*Task item*
Copy each line containing the word "dead" from the records that follow, please.

───── Listed records

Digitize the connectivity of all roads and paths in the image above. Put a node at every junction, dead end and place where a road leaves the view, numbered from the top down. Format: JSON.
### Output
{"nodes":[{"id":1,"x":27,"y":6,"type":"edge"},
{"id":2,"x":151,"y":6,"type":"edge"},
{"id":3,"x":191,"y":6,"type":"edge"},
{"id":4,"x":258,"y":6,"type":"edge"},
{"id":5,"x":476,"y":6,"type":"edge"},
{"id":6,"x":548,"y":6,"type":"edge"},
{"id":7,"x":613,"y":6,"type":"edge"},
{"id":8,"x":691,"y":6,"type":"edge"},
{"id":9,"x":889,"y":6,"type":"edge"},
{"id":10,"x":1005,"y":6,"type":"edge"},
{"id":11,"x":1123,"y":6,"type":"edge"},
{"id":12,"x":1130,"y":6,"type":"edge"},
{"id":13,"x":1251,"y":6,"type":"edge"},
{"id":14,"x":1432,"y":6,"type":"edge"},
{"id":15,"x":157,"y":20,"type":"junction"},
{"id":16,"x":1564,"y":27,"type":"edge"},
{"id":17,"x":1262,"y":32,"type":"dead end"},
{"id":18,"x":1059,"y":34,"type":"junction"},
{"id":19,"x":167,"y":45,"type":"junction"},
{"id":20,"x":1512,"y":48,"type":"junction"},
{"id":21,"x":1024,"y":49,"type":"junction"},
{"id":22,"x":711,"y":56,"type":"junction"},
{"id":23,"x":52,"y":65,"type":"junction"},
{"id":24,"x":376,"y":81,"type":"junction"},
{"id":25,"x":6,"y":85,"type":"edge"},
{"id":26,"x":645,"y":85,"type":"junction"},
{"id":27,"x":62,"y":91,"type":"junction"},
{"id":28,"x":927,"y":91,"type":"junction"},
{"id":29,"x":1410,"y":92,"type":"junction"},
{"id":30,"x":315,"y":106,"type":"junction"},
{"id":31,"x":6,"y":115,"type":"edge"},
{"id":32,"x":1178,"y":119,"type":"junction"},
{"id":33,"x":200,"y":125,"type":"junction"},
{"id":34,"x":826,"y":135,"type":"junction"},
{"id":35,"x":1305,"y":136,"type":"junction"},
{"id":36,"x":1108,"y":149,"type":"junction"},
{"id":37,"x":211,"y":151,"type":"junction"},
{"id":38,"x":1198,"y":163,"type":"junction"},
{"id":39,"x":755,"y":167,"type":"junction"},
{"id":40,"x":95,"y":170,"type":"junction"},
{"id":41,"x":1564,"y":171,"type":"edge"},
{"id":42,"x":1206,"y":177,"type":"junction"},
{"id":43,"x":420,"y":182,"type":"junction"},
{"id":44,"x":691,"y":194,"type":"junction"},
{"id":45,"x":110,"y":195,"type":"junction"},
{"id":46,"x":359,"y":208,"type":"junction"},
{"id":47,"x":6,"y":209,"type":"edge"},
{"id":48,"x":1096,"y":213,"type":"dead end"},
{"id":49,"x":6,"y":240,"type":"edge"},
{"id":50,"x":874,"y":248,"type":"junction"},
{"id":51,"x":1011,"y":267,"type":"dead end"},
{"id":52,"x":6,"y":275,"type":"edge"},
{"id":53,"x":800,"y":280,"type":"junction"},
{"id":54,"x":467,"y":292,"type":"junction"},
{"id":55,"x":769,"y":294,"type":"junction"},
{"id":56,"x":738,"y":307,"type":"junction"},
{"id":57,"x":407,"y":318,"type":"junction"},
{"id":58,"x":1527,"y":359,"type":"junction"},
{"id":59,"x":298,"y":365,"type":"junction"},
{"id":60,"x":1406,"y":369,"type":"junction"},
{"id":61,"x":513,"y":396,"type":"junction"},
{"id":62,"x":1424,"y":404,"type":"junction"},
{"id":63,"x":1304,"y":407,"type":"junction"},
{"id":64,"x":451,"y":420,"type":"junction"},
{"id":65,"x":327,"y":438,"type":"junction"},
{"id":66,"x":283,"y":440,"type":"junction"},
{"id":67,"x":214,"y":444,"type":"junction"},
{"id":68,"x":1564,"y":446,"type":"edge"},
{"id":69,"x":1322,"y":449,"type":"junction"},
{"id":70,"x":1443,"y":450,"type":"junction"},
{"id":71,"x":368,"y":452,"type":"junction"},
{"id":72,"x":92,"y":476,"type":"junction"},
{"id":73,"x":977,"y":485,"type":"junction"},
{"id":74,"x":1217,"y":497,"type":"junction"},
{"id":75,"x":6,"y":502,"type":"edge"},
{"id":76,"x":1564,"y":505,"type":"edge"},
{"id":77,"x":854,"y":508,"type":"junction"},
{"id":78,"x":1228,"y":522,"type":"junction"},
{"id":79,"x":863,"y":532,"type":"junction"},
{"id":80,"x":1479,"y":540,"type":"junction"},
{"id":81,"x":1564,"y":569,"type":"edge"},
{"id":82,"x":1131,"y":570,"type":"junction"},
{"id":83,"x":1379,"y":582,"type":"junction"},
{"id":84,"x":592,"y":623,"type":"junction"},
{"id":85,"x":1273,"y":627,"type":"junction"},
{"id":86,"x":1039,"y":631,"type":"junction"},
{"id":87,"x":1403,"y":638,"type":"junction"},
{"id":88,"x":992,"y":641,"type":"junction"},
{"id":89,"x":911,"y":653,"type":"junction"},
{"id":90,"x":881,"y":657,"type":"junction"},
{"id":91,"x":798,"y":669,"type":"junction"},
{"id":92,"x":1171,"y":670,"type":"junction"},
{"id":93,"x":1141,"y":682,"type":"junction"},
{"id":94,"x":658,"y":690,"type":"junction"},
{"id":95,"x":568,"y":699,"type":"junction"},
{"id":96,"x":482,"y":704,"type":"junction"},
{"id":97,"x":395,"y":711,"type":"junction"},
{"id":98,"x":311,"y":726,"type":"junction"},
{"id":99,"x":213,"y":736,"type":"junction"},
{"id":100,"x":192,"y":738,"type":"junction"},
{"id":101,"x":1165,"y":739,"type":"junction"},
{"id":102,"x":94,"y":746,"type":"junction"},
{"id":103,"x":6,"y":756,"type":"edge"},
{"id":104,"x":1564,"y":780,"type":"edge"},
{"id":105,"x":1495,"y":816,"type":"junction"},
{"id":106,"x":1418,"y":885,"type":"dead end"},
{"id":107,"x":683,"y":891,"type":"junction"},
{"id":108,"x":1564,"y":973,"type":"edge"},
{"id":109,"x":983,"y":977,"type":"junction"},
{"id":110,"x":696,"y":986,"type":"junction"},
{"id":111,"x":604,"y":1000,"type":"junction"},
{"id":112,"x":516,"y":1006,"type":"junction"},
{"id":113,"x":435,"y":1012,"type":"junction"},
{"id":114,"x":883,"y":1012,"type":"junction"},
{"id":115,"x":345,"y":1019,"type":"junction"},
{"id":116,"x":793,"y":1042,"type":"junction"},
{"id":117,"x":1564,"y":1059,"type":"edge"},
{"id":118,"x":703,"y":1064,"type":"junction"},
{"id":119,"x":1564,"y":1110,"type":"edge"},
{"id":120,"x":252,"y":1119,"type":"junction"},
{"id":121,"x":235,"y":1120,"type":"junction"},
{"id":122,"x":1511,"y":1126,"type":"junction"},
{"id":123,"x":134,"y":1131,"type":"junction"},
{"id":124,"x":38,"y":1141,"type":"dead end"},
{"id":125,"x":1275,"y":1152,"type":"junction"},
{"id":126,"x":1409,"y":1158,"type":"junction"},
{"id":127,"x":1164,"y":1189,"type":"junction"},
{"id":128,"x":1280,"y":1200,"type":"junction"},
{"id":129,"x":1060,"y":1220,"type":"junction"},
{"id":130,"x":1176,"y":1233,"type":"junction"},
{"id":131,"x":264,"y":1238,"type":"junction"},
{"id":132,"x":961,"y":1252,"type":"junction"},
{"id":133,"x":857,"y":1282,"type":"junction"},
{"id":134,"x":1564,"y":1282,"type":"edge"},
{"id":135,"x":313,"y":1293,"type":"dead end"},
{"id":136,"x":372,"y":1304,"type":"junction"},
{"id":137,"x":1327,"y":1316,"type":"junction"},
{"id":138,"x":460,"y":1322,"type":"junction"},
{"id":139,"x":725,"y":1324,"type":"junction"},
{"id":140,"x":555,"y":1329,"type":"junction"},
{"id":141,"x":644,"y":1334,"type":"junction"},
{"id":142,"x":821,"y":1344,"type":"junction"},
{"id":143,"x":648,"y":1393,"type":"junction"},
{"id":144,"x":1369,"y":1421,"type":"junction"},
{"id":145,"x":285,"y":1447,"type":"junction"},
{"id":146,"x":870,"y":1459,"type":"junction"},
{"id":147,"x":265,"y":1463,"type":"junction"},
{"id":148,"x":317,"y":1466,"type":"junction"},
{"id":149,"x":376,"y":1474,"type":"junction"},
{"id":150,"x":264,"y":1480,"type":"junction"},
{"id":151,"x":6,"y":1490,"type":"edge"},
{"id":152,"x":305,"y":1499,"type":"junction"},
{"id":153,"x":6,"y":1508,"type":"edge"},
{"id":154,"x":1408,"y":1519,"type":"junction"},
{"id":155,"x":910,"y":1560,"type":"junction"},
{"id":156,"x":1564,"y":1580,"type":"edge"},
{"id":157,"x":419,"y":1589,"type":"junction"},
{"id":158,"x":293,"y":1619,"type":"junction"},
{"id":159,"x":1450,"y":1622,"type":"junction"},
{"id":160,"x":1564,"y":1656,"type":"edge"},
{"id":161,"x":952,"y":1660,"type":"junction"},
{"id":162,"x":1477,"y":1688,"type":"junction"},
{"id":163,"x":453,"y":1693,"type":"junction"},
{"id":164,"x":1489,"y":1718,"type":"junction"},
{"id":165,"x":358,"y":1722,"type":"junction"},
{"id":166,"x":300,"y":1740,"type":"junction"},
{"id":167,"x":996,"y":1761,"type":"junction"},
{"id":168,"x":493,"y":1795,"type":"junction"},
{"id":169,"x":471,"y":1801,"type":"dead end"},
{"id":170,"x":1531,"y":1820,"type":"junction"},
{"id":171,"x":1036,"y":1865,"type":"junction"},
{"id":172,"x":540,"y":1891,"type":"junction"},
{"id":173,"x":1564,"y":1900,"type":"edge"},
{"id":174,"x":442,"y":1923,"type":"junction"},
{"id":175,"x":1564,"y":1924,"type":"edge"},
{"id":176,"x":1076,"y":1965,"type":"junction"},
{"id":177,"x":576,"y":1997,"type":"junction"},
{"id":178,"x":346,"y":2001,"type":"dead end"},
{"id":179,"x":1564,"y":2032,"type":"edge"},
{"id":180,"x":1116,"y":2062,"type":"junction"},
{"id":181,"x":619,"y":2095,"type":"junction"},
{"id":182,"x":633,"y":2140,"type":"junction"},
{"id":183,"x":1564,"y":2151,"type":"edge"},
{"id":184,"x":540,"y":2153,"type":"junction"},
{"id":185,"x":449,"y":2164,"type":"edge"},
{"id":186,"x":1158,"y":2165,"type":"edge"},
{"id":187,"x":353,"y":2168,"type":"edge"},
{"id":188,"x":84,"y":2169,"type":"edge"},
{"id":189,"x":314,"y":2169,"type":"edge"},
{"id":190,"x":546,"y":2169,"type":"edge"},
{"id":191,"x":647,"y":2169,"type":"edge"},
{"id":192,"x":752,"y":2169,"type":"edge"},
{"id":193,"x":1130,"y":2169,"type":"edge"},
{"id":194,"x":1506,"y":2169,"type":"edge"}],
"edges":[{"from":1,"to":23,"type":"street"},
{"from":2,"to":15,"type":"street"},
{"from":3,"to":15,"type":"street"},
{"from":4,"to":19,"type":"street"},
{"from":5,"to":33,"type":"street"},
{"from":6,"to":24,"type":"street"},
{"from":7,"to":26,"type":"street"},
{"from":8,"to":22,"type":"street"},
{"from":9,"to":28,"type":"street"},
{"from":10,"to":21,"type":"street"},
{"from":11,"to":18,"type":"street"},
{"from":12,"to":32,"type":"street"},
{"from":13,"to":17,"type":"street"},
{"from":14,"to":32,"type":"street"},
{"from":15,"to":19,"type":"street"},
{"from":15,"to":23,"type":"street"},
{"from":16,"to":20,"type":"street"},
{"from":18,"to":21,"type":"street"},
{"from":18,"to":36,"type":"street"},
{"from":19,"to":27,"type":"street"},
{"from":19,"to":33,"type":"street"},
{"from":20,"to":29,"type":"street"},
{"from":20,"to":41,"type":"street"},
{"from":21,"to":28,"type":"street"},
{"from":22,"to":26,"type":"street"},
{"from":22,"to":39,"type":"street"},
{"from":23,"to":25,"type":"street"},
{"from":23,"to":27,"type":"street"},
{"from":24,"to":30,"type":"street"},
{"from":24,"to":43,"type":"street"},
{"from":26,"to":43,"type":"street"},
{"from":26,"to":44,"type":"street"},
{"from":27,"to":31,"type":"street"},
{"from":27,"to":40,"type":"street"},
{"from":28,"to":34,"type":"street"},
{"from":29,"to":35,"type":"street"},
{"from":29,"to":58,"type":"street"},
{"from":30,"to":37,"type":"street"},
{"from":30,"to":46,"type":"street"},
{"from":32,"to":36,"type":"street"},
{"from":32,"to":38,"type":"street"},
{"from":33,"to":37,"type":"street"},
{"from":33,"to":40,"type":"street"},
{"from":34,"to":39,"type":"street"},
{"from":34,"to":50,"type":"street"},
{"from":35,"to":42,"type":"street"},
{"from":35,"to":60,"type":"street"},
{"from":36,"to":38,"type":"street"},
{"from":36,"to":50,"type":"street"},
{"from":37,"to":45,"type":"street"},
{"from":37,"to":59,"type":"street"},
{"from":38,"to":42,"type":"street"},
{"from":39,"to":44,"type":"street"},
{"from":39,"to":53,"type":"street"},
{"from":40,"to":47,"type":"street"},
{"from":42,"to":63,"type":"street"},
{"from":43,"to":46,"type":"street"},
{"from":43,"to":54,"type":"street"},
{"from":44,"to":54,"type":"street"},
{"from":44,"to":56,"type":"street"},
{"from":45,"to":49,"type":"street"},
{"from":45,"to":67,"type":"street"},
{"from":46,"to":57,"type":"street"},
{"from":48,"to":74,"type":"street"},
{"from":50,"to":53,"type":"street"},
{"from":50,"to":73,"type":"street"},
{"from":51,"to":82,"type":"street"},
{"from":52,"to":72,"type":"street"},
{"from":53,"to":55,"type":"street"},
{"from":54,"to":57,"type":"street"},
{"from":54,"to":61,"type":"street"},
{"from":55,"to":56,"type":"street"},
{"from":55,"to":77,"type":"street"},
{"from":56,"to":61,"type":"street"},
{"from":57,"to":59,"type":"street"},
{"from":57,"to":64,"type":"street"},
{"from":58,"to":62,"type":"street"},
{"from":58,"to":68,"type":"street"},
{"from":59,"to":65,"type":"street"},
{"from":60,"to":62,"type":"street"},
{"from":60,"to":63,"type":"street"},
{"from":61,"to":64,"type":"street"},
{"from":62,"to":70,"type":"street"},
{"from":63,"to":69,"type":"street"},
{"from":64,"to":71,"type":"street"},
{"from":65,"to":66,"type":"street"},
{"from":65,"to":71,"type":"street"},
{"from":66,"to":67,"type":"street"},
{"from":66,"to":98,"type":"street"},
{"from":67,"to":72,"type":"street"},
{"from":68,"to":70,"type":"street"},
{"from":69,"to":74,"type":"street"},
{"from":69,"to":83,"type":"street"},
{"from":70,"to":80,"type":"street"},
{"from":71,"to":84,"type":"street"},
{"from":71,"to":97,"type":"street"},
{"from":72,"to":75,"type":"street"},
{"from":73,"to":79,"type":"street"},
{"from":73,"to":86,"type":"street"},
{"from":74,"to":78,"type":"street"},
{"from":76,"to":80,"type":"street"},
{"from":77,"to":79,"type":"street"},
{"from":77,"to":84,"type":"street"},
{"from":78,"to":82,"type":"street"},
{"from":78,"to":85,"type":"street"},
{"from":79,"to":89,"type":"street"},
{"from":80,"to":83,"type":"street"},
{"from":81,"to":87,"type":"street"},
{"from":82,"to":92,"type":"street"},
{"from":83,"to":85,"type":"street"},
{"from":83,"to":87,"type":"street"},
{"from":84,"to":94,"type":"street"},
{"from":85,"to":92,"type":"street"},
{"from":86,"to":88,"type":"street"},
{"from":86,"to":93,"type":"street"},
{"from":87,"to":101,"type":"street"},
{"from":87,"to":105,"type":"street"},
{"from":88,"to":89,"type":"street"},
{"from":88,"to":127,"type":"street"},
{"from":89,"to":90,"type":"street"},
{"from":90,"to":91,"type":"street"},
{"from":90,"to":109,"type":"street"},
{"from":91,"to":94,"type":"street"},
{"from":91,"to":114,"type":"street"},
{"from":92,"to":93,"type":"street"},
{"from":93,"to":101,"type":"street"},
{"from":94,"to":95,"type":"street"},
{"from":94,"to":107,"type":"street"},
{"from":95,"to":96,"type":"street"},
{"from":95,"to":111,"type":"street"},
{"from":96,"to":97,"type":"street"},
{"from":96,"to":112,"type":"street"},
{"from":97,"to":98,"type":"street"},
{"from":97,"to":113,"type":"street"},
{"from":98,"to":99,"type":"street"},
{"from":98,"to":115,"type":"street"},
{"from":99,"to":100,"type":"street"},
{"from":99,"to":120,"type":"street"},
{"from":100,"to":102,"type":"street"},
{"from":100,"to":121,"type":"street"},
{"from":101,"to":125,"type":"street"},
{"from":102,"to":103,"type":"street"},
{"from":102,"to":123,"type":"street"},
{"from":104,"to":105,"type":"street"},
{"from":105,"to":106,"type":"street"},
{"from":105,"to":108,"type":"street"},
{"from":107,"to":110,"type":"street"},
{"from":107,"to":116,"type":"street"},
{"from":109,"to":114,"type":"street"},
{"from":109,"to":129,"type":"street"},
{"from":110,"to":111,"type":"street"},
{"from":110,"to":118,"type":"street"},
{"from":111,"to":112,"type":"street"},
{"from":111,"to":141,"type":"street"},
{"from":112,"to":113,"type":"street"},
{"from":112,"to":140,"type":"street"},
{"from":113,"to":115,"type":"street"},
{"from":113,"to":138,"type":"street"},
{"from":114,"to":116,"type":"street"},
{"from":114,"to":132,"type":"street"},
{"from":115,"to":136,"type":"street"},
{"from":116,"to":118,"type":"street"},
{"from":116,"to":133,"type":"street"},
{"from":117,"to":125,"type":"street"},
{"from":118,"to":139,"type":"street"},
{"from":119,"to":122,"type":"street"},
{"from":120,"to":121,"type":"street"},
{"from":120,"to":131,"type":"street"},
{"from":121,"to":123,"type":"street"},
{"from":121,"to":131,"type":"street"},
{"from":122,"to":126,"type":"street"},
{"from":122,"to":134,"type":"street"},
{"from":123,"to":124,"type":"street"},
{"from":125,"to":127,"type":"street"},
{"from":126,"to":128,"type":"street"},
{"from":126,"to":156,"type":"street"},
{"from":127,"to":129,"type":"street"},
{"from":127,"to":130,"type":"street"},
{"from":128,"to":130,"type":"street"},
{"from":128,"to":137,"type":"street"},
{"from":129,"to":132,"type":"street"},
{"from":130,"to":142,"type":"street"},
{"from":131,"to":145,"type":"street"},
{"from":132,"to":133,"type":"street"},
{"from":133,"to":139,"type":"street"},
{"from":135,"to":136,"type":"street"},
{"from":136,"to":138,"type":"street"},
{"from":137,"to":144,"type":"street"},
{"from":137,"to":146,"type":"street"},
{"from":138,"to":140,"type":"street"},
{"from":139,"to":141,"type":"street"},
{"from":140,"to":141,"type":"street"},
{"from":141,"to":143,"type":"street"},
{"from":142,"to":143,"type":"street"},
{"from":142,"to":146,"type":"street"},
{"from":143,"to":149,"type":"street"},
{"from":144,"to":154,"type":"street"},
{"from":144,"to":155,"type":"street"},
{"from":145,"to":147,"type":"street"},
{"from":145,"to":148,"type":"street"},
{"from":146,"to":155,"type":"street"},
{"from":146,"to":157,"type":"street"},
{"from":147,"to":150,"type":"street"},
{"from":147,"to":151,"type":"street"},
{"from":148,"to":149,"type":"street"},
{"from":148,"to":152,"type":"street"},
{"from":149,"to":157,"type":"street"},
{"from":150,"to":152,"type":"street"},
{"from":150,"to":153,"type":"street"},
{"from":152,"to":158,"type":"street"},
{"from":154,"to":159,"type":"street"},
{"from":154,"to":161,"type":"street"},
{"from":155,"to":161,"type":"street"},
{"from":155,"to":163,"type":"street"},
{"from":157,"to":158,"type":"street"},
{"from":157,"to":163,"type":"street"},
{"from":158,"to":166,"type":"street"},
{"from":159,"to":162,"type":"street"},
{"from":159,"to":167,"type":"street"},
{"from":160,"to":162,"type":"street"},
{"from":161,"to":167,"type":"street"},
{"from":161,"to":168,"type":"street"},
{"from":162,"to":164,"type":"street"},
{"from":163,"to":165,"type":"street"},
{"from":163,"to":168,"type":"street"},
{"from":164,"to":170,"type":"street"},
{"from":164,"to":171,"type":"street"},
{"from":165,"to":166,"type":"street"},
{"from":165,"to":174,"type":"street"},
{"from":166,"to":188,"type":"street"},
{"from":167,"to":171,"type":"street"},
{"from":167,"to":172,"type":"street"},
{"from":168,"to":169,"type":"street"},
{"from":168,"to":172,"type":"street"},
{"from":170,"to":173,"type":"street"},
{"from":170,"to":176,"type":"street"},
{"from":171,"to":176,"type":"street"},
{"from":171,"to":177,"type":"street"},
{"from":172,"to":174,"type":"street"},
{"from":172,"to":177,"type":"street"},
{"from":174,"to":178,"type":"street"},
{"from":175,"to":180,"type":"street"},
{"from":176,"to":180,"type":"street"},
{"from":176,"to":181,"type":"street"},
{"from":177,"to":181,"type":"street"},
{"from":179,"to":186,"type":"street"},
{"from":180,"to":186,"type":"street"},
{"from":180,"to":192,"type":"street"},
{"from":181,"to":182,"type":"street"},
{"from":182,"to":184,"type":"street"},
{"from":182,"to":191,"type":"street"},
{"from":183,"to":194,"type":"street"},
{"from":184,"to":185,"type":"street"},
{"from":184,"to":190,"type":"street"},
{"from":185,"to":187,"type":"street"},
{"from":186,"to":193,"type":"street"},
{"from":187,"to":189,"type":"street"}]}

──────────

*Problem solution*
Digitize the connectivity of all roads and paths in the image above. Put a node at every junction, dead end and place where a road leaves the view, numbered from the top down. Format: JSON.
{"id":17,"x":1262,"y":32,"type":"dead end"},
{"id":48,"x":1096,"y":213,"type":"dead end"},
{"id":51,"x":1011,"y":267,"type":"dead end"},
{"id":106,"x":1418,"y":885,"type":"dead end"},
{"id":124,"x":38,"y":1141,"type":"dead end"},
{"id":135,"x":313,"y":1293,"type":"dead end"},
{"id":169,"x":471,"y":1801,"type":"dead end"},
{"id":178,"x":346,"y":2001,"type":"dead end"},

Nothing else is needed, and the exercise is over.